A. B. Poranek on the inspiration behind her debut novel Where the Dark Stands Still

"These were the things I had originally shied away from writing about, and now I embraced wholeheartedly."

This post was written by A. B. Poranek, author of Where the Dark Stands Still.

Several years ago, recovering from a six-year-long reading slump, I picked up the book Uprooted by Naomi Novik. I had bought it from the bookstore, not even looking at the synopsis, based only on one fact: the main character’s name was Agnieszka. An undeniably, utterly Polish name. When I saw it, I was stunned. I remember thinking: books like this can be published? Books that reference Polish food, historical Polish clothing, and draw on Polish myths, could find a home – and popularity – in traditional publishing? As a Polish girl who had grown up in Canada, who had never really thought much about my heritage before, this was my first spark. It would be years until it blossomed into a flame, but from that moment on, I began to look at my upbringing – the stories, the myths, the foods – in a different light.

This was a few years before the boom in folklore and mythology inspired books. With books like Wolf & the Woodsman, Spin the Dawn, Bear & the Nightingale, and Children of Blood and Bone, I saw that there was a place for the sharing of stories inspired by different mythologies, and set out to write one of my own, a YA that would pay homage to the fairytales I had grown up with. And I did write that book. I wrote it, but the final product was a lukewarm, bland and discordantly cutesy book. It drew on Slavic myths, and some Polish folklore, but vaguely. And in the end, I didn’t like it. Something was off. The idea was there, but the heart was missing.

I shelved the book. I wrote another. Shelved that one too. And then finally, one day, sitting in a pit of my own writerly despair, it hit me. I opened the group chat I have with my beloved critique partners, and texted: “what if I revisit that first book? But what if I made it a horror?” and immediately began to re-write that first-ever project.

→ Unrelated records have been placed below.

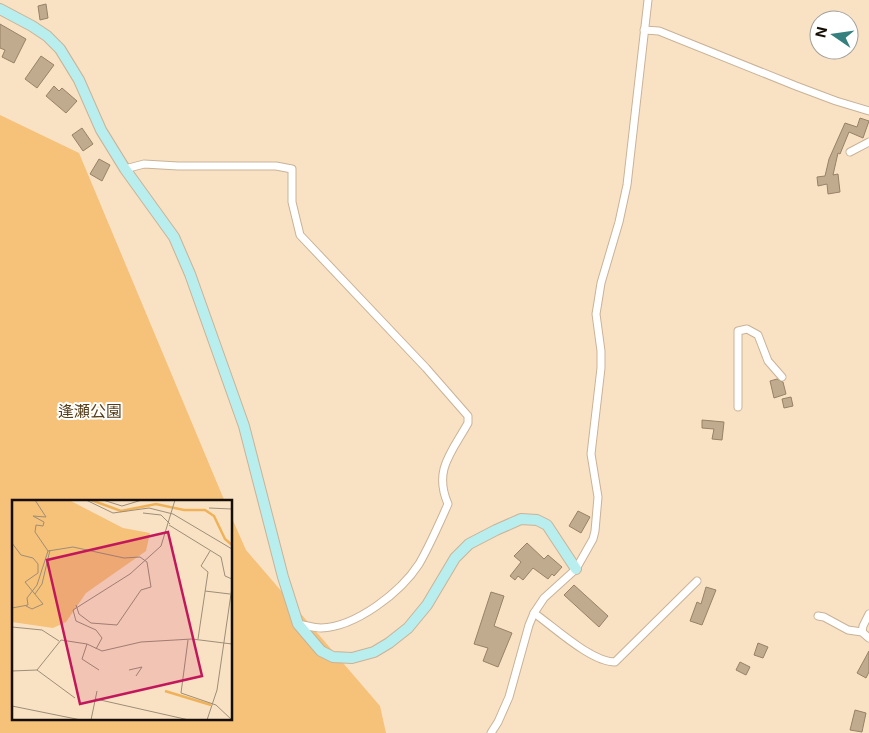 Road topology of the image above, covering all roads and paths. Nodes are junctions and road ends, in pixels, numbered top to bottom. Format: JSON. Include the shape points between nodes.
{"nodes":[{"id":1,"x":648,"y":0,"type":"edge"},
{"id":2,"x":0,"y":8,"type":"edge"},
{"id":3,"x":644,"y":30,"type":"junction"},
{"id":4,"x":869,"y":111,"type":"edge"},
{"id":5,"x":869,"y":142,"type":"edge"},
{"id":6,"x":850,"y":152,"type":"dead end"},
{"id":7,"x":125,"y":169,"type":"junction"},
{"id":8,"x":782,"y":377,"type":"dead end"},
{"id":9,"x":738,"y":407,"type":"dead end"},
{"id":10,"x":576,"y":569,"type":"junction"},
{"id":11,"x":697,"y":581,"type":"dead end"},
{"id":12,"x":534,"y":613,"type":"junction"},
{"id":13,"x":869,"y":614,"type":"edge"},
{"id":14,"x":818,"y":616,"type":"dead end"},
{"id":15,"x":298,"y":624,"type":"junction"},
{"id":16,"x":862,"y":632,"type":"junction"},
{"id":17,"x":869,"y":638,"type":"edge"},
{"id":18,"x":491,"y":733,"type":"edge"}],
"edges":[{"from":1,"to":3,"type":"street"},
{"from":2,"to":7,"type":"street","via":[[47,36],[70,62],[101,130]]},
{"from":3,"to":4,"type":"street","via":[[659,31],[796,86]]},
{"from":3,"to":10,"type":"street","via":[[627,185],[596,314],[601,368],[591,454],[598,512],[593,539]]},
{"from":5,"to":6,"type":"street"},
{"from":7,"to":15,"type":"street","via":[[174,238],[190,274],[244,426]]},
{"from":7,"to":15,"type":"street","via":[[144,164],[292,169],[292,202],[300,235],[468,416],[468,423],[445,462],[442,474],[443,493],[448,504],[418,565],[400,587],[351,621],[321,628]]},
{"from":8,"to":9,"type":"street","via":[[768,361],[758,335],[747,328],[738,331]]},
{"from":10,"to":12,"type":"street","via":[[544,598]]},
{"from":10,"to":15,"type":"street","via":[[547,525],[537,520],[521,519],[470,544],[455,558],[427,605],[408,628],[374,652],[352,658],[333,657],[320,651]]},
{"from":11,"to":12,"type":"street","via":[[615,662],[592,656]]},
{"from":12,"to":18,"type":"street","via":[[509,698]]},
{"from":13,"to":16,"type":"street"},
{"from":14,"to":16,"type":"street","via":[[848,630]]},
{"from":16,"to":17,"type":"street"}]} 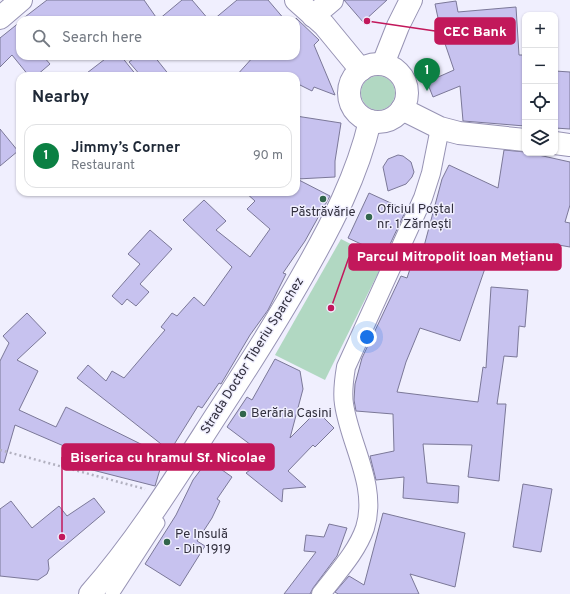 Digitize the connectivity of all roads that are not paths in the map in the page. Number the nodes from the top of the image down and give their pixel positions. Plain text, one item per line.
1 (21, 0) edge
2 (296, 0) edge
3 (332, 0) edge
4 (411, 0) edge
5 (313, 16) junction
6 (0, 18) edge
7 (383, 64) junction
8 (361, 70) junction
9 (402, 109) junction
10 (370, 121) junction
11 (440, 128) junction
12 (522, 140) edge
13 (558, 143) edge
14 (570, 145) edge
15 (341, 205) junction
16 (112, 585) edge
17 (90, 594) edge
18 (322, 594) edge

1 - 6 main road
2 - 5 main road
3 - 5 main road
4 - 7 main road
5 - 8 main road
7 - 8 main road
7 - 9 main road
8 - 10 main road
9 - 10 main road
9 - 11 main road
10 - 15 main road, Strada Doctor Tiberiu Sparchez
11 - 12 main road
11 - 18 street
13 - 14 main road
15 - 16 main road, Strada Doctor Tiberiu Sparchez
15 - 16 street
16 - 17 main road, Strada Doctor Tiberiu Sparchez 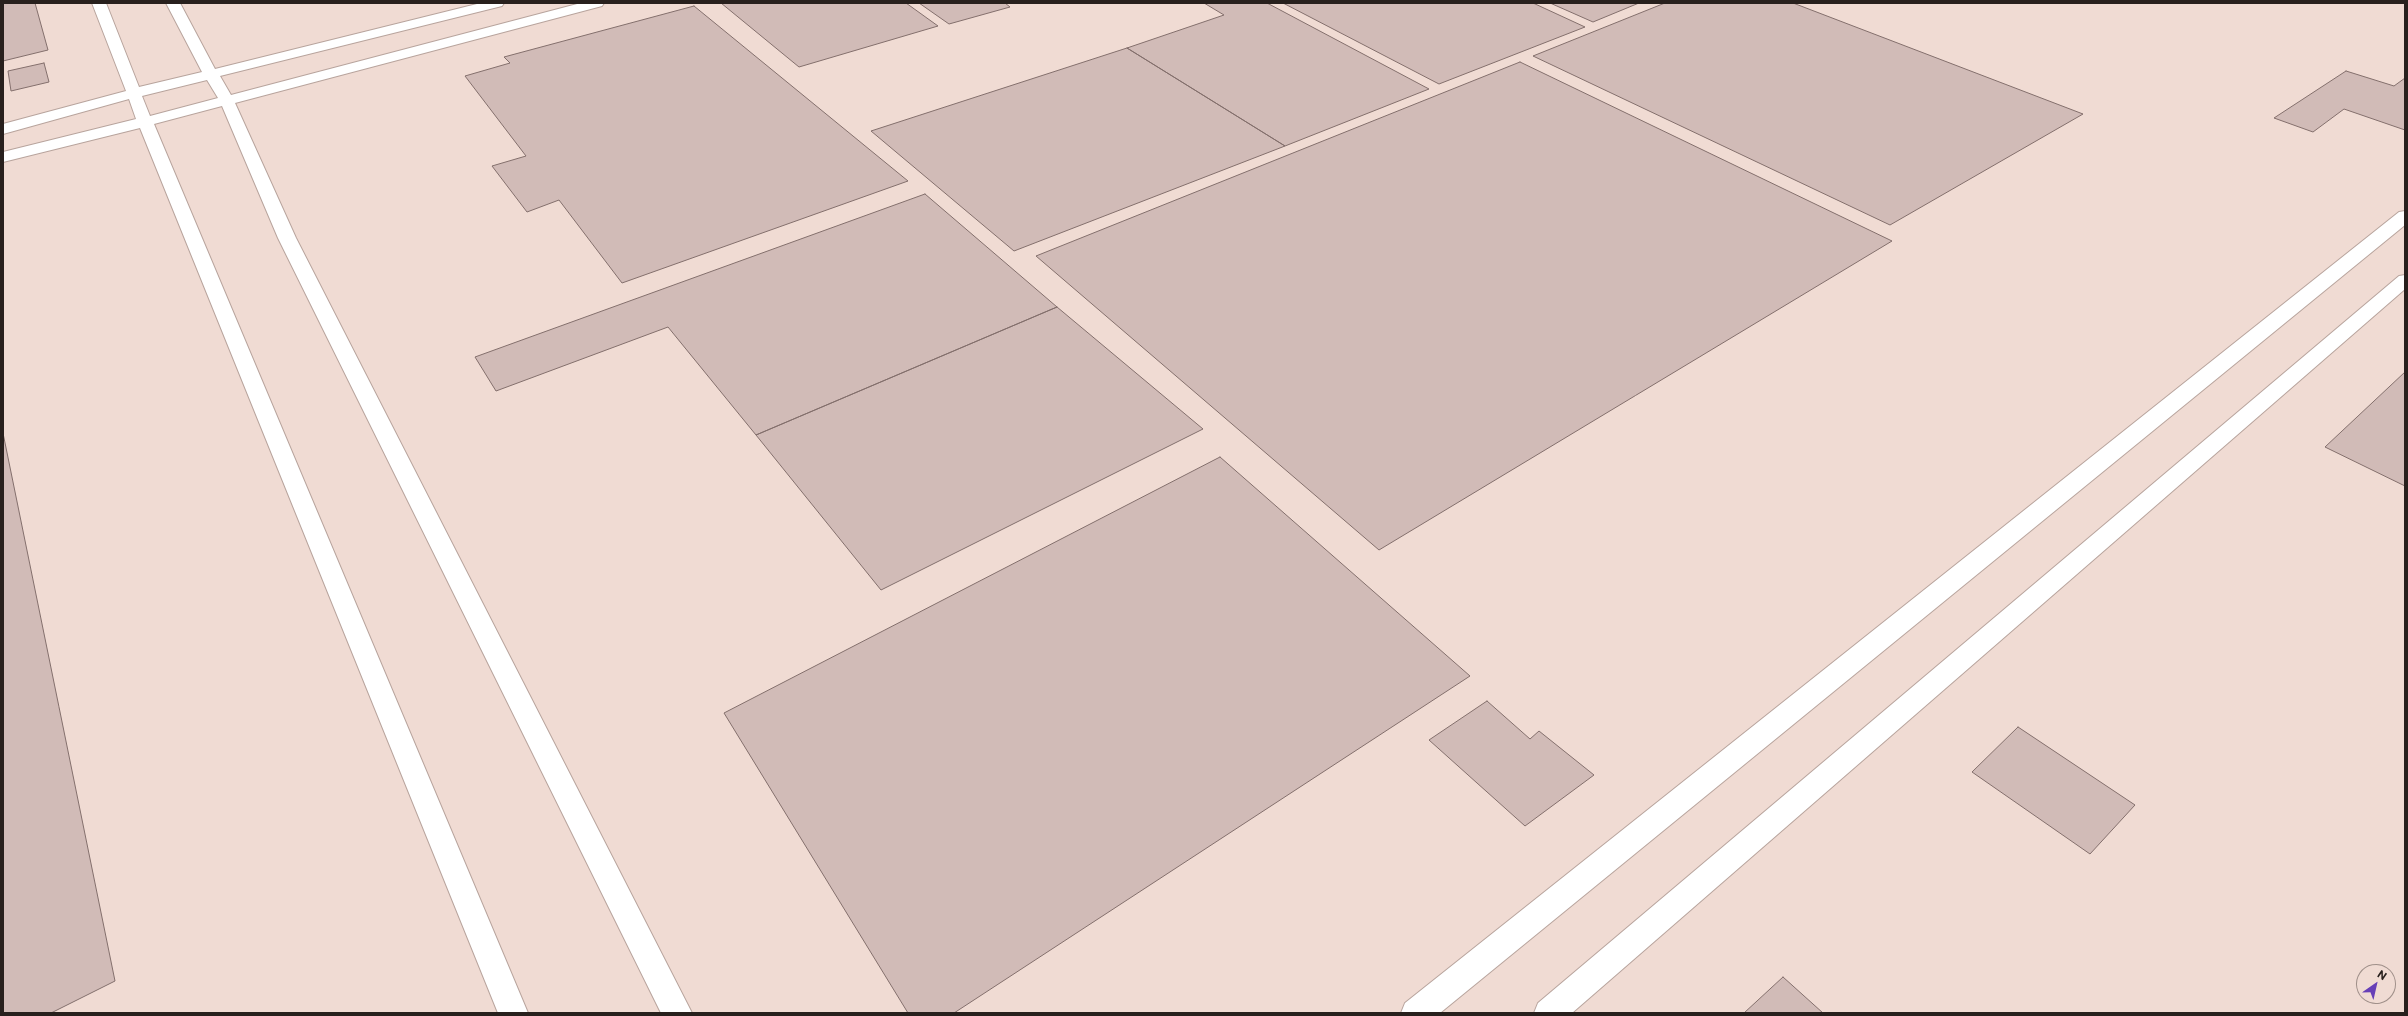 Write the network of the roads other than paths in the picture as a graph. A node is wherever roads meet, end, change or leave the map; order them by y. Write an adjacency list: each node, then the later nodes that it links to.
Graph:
1 (99, 3): 6 (street)
2 (173, 3): 5 (street)
3 (497, 3): 5 (street)
4 (596, 3): 7 (street)
5 (212, 75): 6 (street); 7 (street)
6 (135, 93): 8 (street); 9 (street)
7 (226, 99): 8 (street); 14 (street)
8 (145, 122): 10 (street); 13 (street)
9 (3, 129)
10 (3, 157)
11 (2405, 216): 15 (street)
12 (2405, 280): 16 (street)
13 (513, 1013)
14 (677, 1013)
15 (1416, 1013)
16 (1549, 1013) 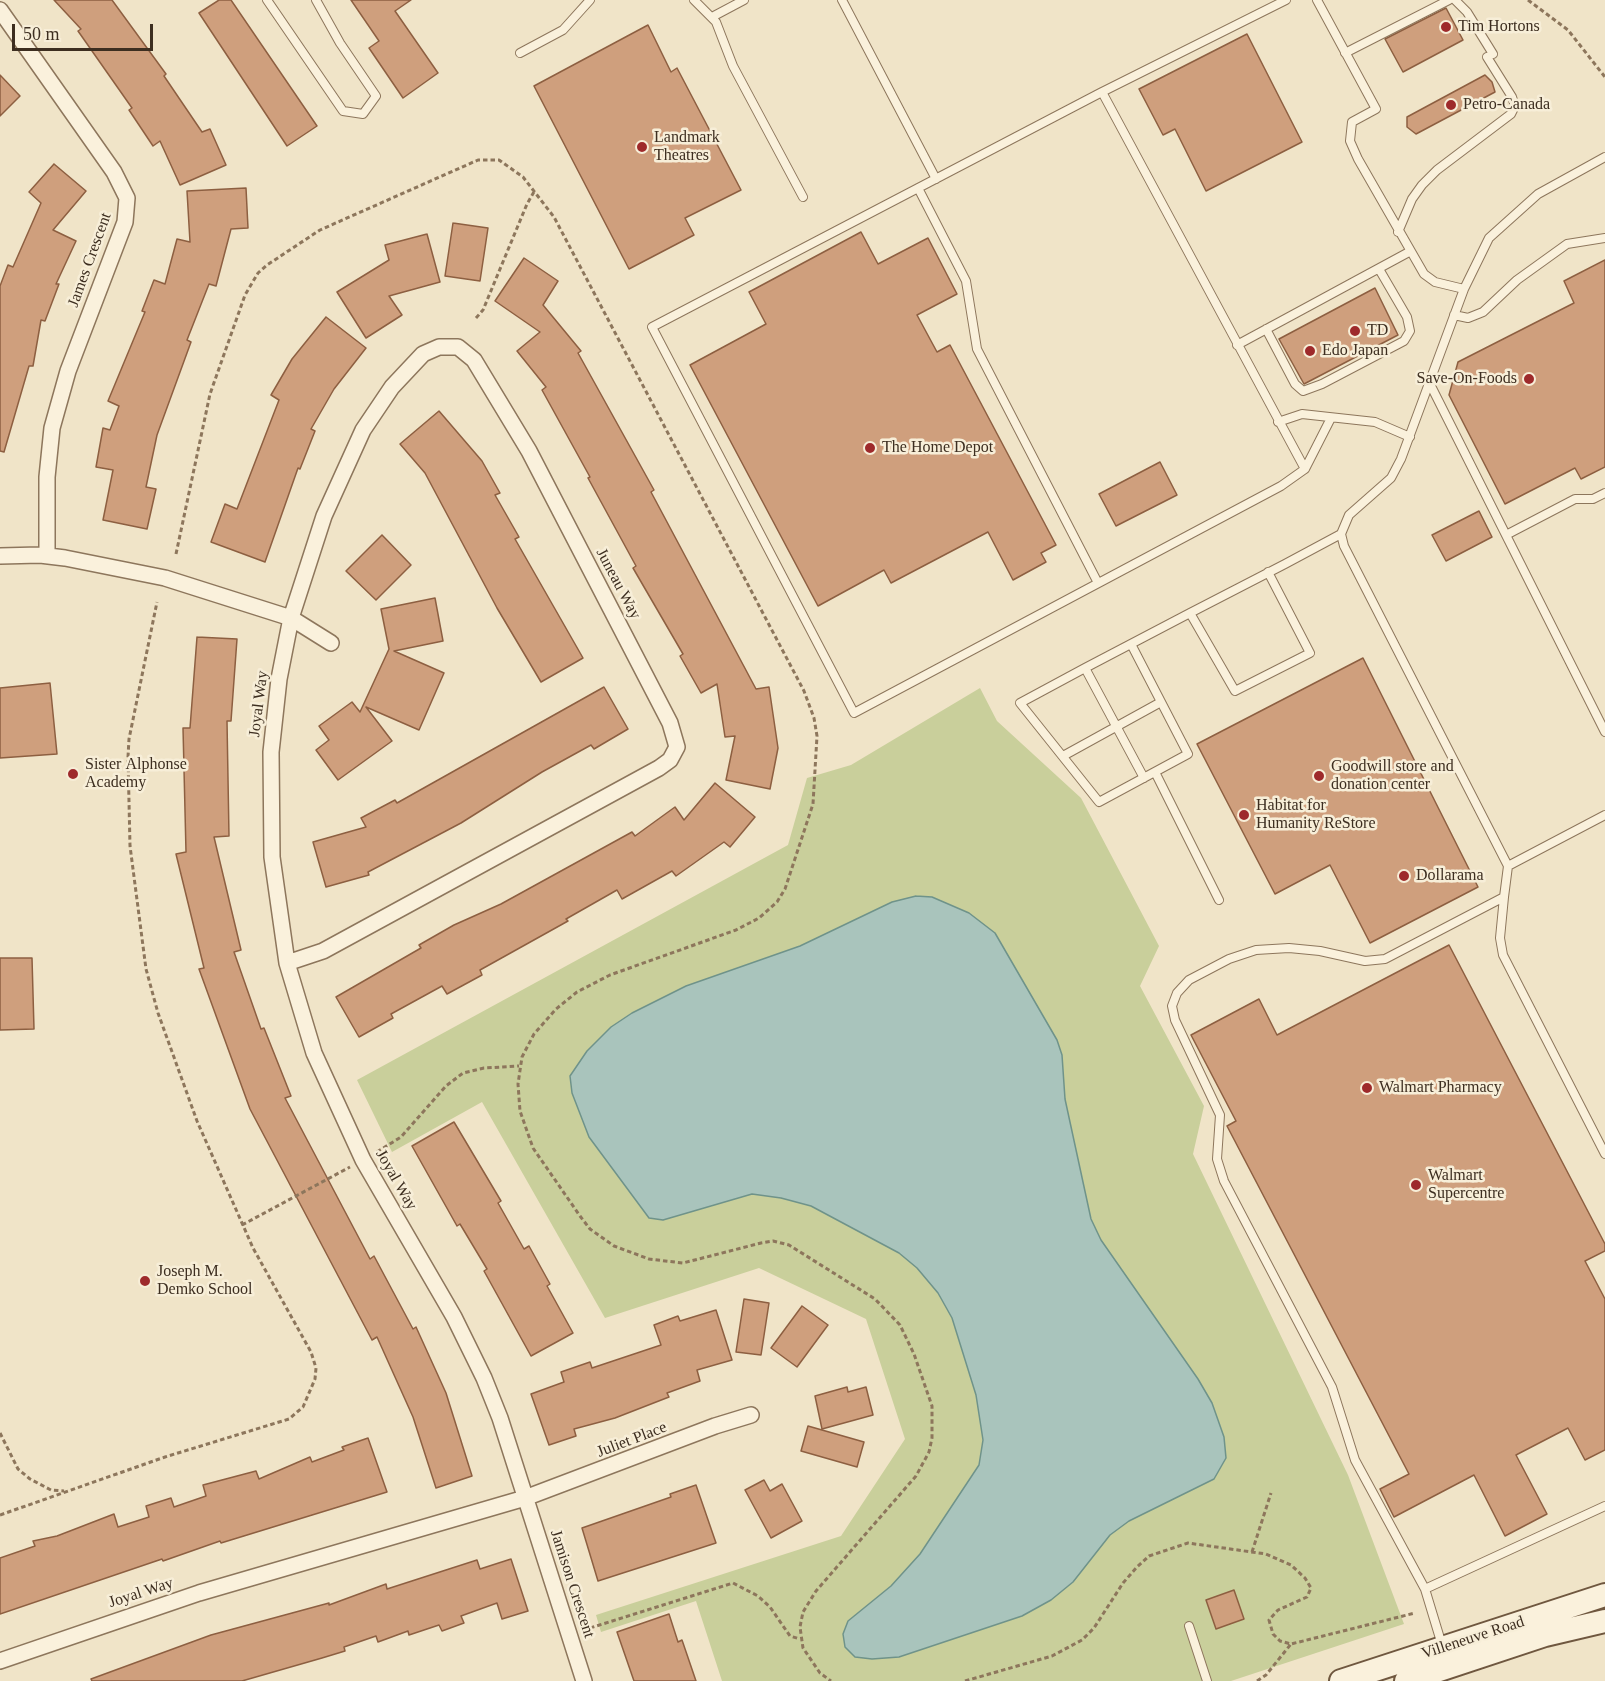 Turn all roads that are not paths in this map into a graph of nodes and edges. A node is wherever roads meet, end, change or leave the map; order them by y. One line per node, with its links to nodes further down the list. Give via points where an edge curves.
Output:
1 (267, 0): 2 (lane, via 343,111 363,114 376,96)
2 (316, 0)
3 (590, 0): 14 (lane, via 563,30)
4 (694, 0): 12 (lane)
5 (744, 0): 12 (lane)
6 (842, 0): 17 (lane)
7 (1286, 0): 15 (lane)
8 (1317, 0): 13 (lane)
9 (1449, 0): 13 (lane)
10 (1455, 0): 20 (lane, via 1467,12 1515,106 1511,114 1422,185)
11 (0, 9): 37 (street, James Crescent, via 114,172 127,198 125,222 68,371 52,428)
12 (712, 17): 19 (lane, via 733,66)
13 (1345, 52): 20 (lane, via 1376,108 1352,122 1350,141)
14 (520, 53)
15 (1102, 92): 17 (lane); 27 (lane)
16 (1605, 157): 24 (lane, via 1538,194 1510,216 1489,238)
17 (936, 179): 18 (lane)
18 (918, 188): 39 (lane, via 966,281 977,349); 39 (lane, via 652,327 854,713)
19 (803, 197)
20 (1398, 232): 22 (lane)
21 (1605, 238): 25 (lane, via 1567,244 1517,280 1483,312 1468,318)
22 (1409, 252): 23 (lane); 24 (lane, via 1424,274 1435,282)
23 (1379, 269): 26 (lane); 26 (lane, via 1407,317 1410,331 1404,341 1303,391 1295,384)
24 (1464, 289): 25 (lane)
25 (1454, 315): 28 (lane)
26 (1266, 329): 27 (lane)
27 (1237, 345): 30 (lane)
28 (1429, 382): 31 (lane); 35 (lane)
29 (1331, 418): 30 (lane, via 1302,414); 31 (lane, via 1375,422); 32 (lane)
30 (1278, 422): 32 (lane)
31 (1410, 437): 34 (lane, via 1391,477 1349,514)
32 (1305, 469): 39 (lane, via 1281,486)
33 (1605, 492): 35 (lane, via 1593,499 1575,499)
34 (1341, 534): 38 (lane); 52 (lane)
35 (1506, 535): 47 (lane)
36 (0, 556): 37 (street)
37 (46, 556): 41 (street, via 165,578)
38 (1268, 572): 40 (lane); 40 (lane, via 1310,653 1235,691)
39 (1098, 583)
40 (1190, 613): 43 (lane)
41 (291, 618): 42 (street); 55 (street, Joyal Way, via 276,702 270,786 272,857); 55 (street, Juneau Way, via 324,516 363,429 392,387 423,354 439,347 458,347 474,360 528,451 670,723 677,747 670,760 659,768 323,951)
42 (331, 643)
43 (1131, 644): 44 (lane); 45 (lane)
44 (1085, 668): 46 (lane); 48 (lane, via 1020,703)
45 (1161, 702): 46 (lane); 49 (lane, via 1188,754)
46 (1117, 727): 48 (lane); 50 (lane)
47 (1605, 732)
48 (1063, 756): 50 (lane, via 1099,802)
49 (1155, 772): 50 (lane); 54 (lane)
50 (1144, 778)
51 (1605, 815): 52 (lane)
52 (1508, 866): 53 (lane)
53 (1504, 897): 56 (lane, via 1500,938 1503,955); 60 (lane, via 1385,959 1365,961 1289,948 1256,950 1189,980 1172,1006 1175,1020 1221,1115 1217,1159 1224,1180 1332,1387 1355,1460)
54 (1219, 900)
55 (288, 963): 58 (street, Joyal Way, via 304,1026 325,1081 363,1160 476,1359 500,1418)
56 (1605, 1154)
57 (751, 1415): 58 (street, Juliet Place)
58 (525, 1498): 65 (street, Joyal Way, via 199,1593); 66 (street, Jamison Crescent)
59 (1605, 1506): 60 (lane)
60 (1425, 1589): 64 (lane)
61 (1605, 1596): 64 (main road, Villeneuve Road)
62 (1605, 1621): 64 (main road, Villeneuve Road)
63 (1189, 1626): 67 (lane)
64 (1446, 1657): 68 (main road, Villeneuve Road); 69 (main road, Villeneuve Road)
65 (0, 1661)
66 (584, 1681)
67 (1207, 1681)
68 (1341, 1681)
69 (1406, 1681)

I realized, soon, why I had never cared much for that first version: it wasn’t Polish enough. Yes, I had drawn a bit on Slavic myths, but there had been an element of hesitance to it, a fear of alienating my audience. But this time, I was going to write the most Polish book possible. So I threw myself into research: scrounging up papers written by Polish ethnographers and historians, visiting museums, and questioning my own grandparents on their lives in the Polish countryside. What I found was a fascinating intersection between Slavic myth, Polish folklore, and traditional food and dress that were documented in the late 19th and early 20th century Poland, but could be traced all the way to Poland’s pagan times.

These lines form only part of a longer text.